_Task input_.
- Opening Delimiter -

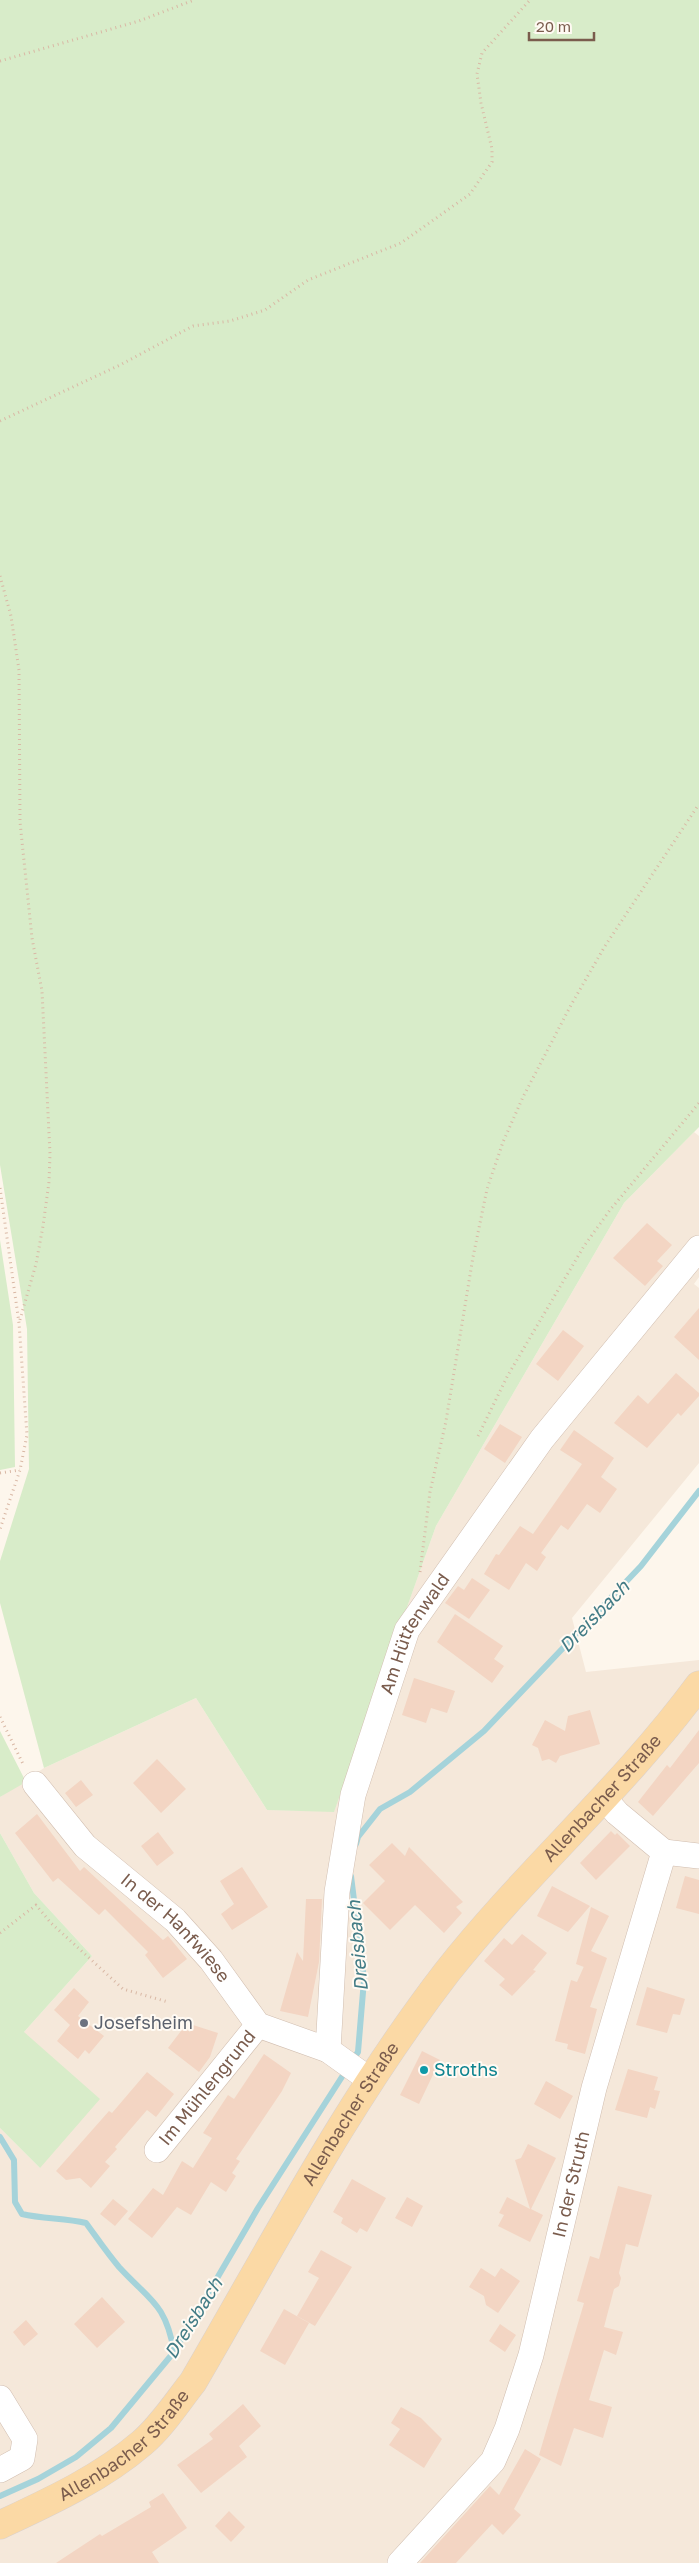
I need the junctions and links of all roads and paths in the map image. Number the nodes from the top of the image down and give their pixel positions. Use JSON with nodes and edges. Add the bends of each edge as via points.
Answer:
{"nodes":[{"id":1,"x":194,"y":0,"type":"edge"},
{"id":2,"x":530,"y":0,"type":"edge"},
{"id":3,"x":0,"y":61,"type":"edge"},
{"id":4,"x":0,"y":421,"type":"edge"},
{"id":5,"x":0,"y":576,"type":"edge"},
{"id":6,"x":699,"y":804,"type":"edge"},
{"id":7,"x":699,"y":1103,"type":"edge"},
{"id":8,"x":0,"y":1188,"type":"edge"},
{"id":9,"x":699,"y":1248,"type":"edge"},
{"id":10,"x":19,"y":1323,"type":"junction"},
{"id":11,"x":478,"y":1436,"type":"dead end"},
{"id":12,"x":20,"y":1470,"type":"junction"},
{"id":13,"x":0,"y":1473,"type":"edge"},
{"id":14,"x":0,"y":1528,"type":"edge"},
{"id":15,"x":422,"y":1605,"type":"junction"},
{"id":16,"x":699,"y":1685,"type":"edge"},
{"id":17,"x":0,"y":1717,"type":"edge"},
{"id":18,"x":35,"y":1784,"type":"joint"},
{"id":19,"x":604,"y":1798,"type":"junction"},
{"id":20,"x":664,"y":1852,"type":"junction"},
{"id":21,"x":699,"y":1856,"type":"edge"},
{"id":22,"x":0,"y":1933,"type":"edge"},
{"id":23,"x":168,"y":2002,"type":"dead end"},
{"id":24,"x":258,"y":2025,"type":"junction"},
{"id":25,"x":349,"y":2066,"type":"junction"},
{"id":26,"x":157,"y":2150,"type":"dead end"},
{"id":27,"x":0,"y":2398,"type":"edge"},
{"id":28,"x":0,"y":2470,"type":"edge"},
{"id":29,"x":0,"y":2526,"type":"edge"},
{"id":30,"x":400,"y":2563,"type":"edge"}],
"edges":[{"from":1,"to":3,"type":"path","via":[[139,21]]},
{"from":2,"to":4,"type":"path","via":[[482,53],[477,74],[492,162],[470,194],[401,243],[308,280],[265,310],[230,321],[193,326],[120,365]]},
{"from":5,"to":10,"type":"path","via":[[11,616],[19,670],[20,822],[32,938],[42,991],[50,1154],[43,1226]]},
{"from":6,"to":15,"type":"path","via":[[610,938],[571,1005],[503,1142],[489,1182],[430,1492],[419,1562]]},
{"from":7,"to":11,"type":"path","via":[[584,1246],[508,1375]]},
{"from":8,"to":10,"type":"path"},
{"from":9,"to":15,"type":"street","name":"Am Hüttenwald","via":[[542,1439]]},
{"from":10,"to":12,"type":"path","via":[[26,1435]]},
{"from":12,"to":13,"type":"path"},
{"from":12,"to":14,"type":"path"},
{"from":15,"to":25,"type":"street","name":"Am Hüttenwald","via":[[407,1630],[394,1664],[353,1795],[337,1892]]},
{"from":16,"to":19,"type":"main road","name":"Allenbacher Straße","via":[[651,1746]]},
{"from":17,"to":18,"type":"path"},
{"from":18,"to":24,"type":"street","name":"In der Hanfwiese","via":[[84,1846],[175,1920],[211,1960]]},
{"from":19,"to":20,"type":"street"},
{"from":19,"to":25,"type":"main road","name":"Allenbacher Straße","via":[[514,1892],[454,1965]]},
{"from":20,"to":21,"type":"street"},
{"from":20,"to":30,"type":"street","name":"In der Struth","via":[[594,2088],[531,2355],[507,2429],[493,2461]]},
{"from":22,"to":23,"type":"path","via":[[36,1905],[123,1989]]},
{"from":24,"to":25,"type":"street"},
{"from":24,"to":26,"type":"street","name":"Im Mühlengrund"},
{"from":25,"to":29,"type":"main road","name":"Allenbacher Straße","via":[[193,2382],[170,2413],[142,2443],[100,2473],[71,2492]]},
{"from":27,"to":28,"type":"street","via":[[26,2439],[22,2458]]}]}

- Closing Delimiter -
- Opening Delimiter -

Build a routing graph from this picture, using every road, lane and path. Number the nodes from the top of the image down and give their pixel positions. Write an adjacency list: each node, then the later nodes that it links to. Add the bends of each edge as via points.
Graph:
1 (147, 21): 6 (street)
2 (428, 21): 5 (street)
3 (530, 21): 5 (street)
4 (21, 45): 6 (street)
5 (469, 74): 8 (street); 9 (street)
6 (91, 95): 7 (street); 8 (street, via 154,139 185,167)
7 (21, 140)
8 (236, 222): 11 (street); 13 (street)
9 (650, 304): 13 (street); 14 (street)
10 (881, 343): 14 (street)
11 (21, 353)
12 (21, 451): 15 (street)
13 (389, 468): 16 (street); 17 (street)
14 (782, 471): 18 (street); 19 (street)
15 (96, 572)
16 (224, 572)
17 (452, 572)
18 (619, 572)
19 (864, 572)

- Closing Delimiter -
- Opening Delimiter -

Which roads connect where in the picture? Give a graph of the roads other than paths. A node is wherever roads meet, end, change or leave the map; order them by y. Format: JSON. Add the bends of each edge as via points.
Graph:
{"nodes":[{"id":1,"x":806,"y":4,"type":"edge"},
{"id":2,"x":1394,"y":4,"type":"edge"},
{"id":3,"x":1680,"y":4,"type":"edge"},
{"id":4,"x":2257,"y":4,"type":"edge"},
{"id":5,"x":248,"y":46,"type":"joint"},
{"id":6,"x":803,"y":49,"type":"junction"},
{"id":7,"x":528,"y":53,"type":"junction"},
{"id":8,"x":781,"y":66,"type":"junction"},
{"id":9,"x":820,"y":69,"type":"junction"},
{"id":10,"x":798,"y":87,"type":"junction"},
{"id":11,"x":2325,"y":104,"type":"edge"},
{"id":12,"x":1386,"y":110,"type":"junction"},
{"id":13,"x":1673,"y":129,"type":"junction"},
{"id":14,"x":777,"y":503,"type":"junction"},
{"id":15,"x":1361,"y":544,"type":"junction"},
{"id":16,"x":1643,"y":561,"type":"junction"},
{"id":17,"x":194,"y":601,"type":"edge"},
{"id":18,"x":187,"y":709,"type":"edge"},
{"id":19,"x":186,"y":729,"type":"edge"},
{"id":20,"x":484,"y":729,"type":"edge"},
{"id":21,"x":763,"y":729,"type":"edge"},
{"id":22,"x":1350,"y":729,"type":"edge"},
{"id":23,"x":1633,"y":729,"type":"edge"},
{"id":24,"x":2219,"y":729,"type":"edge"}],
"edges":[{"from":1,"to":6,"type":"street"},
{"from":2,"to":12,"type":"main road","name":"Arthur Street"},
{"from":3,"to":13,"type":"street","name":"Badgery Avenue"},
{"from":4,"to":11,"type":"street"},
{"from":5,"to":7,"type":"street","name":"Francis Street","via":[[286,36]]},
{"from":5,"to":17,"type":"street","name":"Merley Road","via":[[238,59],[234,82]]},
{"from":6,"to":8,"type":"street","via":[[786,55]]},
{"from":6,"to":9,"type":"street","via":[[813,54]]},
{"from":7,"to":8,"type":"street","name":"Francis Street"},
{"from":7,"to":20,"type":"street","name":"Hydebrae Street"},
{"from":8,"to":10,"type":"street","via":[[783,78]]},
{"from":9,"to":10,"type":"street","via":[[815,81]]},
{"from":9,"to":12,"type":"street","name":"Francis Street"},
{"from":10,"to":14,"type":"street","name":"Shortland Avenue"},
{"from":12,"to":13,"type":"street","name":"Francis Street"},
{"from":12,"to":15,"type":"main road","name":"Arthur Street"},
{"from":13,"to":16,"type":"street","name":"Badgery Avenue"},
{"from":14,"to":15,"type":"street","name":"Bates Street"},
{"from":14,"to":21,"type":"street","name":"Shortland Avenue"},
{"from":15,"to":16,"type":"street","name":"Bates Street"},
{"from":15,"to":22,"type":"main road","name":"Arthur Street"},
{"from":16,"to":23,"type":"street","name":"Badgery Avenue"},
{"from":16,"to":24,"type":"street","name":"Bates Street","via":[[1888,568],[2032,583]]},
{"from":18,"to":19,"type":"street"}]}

- Closing Delimiter -

_Work instruction_. Look through the records and copy every line that has the word "down".

_Result of the task_.
I need the junctions and links of all roads and paths in the map image. Number the nodes from the top of the image down and give their pixel positions. Use JSON with nodes and edges. Add the bends of each edge as via points.
Build a routing graph from this picture, using every road, lane and path. Number the nodes from the top of the image down and give their pixel positions. Write an adjacency list: each node, then the later nodes that it links to. Add the bends of each edge as via points.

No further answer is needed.